I spent the next day shopping at a furniture store to outfit the house with the bare necessities. I wasn’t sleeping on the floor and sitting against the walls indefinitely, so I bought a bed, a couch, a table and four chairs, a washer and dryer, and a chest of drawers. I spent enough money that the furniture store gave me free delivery, even to Levan, and I gladly accepted. In addition to the furniture, I gathered some clothing, some painting supplies and blank canvases, and the picture I’d painted for Eli before I’d even realized who Eli was. I was going to give it to Georgia. She had shared her pictures with me. I was going to share my pictures with her, if she would let me.
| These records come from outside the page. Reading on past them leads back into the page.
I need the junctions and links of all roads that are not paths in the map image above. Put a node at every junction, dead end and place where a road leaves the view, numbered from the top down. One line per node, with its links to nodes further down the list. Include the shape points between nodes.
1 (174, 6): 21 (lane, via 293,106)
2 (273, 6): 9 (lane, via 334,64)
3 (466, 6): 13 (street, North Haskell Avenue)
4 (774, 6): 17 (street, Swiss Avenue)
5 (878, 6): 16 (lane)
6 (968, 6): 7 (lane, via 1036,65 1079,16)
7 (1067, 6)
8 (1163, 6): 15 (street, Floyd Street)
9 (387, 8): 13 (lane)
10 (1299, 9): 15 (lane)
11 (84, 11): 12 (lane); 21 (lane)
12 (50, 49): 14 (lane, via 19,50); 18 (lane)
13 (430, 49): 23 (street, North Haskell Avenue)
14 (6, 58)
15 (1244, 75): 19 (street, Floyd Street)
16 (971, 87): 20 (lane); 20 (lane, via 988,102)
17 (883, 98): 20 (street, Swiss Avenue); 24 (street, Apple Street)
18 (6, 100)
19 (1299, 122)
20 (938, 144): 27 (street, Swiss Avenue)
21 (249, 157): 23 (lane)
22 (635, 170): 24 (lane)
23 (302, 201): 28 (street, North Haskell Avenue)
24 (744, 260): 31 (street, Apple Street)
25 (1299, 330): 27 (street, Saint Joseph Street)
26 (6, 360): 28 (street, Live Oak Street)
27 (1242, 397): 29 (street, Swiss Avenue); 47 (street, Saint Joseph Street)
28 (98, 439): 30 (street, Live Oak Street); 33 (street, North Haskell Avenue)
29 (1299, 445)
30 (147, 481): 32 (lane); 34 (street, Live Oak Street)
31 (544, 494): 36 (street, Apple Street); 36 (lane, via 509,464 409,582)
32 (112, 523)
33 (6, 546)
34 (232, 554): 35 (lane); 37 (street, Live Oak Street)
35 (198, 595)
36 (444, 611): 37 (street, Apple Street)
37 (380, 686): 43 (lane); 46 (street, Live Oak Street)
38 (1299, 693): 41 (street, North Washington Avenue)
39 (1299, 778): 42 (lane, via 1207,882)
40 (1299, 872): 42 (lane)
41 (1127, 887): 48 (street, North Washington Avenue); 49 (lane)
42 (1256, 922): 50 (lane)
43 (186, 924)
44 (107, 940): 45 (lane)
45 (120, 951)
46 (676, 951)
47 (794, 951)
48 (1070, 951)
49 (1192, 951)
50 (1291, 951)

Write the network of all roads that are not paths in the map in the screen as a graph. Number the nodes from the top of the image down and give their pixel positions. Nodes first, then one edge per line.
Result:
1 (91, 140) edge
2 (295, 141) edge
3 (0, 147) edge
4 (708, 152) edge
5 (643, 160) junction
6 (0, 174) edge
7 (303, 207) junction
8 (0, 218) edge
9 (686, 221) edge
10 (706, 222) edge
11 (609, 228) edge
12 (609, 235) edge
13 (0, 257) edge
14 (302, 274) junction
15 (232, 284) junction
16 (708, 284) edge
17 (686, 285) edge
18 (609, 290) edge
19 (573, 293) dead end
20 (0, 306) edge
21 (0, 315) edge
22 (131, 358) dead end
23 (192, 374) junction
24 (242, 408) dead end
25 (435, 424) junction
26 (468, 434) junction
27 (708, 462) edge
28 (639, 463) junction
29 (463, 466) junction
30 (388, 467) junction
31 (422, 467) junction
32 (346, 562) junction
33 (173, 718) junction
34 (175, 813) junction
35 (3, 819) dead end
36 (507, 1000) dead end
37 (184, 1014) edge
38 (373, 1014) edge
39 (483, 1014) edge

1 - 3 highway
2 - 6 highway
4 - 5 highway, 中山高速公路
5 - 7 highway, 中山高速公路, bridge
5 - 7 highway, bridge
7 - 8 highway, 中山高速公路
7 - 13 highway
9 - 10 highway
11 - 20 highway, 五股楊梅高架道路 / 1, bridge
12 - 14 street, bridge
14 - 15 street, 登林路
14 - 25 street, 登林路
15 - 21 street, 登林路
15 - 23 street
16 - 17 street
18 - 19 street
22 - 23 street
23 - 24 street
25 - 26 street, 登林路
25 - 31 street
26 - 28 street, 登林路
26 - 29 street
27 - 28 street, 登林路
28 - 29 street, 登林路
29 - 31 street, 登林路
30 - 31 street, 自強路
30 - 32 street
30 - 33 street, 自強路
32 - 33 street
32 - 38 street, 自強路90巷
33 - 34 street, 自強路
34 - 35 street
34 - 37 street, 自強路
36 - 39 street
The trip back to Salt Lake had been fruitful in other ways too. Eli was back. I’d seen him for a second in my rear-view mirror as I’d driven away from Gigi’s house. I had turned back immediately, slamming on my brakes and yanking on the wheel, turning my truck around and drawing questions from Tag that I couldn’t answer. But Eli hadn’t reappeared, and I finally gave up and headed out of town once more, hoping that I hadn’t just seen him for the last time. I thought I caught a glimpse of him the next morning from the corner of my eye, watching me as I loaded some of my paintings in my truck. And then, last night he’d appeared at the foot of my bed, just like the first time, as if leaving Levan had forced an intervention.

He showed me Calico running in the fields and Georgia reading to him and tucking him in, just like before, but he showed me some new things too. He showed me chicken noodle soup, the noodles so fat there was hardly any broth. And he showed me his toes curling in the dirt, as if he liked the way it felt. I knew they were his toes because they were short and childlike, and as I watched, he made his name above his toes with one small finger, tracing the letters carefully in the dark earth. Then I watched as his hands built a colorful tower, struggling to snap the Lego pieces one on top of the other.

It was the oddest thing, little snippets and snapshots of the life of a little boy. But I watched them, with my eyes closed, letting him pour the pictures into my head. I picked through the images, trying to understand him better. I didn’t want to miss something important, though it all felt important. It all felt absolutely vital, every little detail. I fell asleep dreaming I was helping him erect a wall made out of a million colorful plastic bricks. A wall that would keep him from leaving for good, the way Gi had left for good.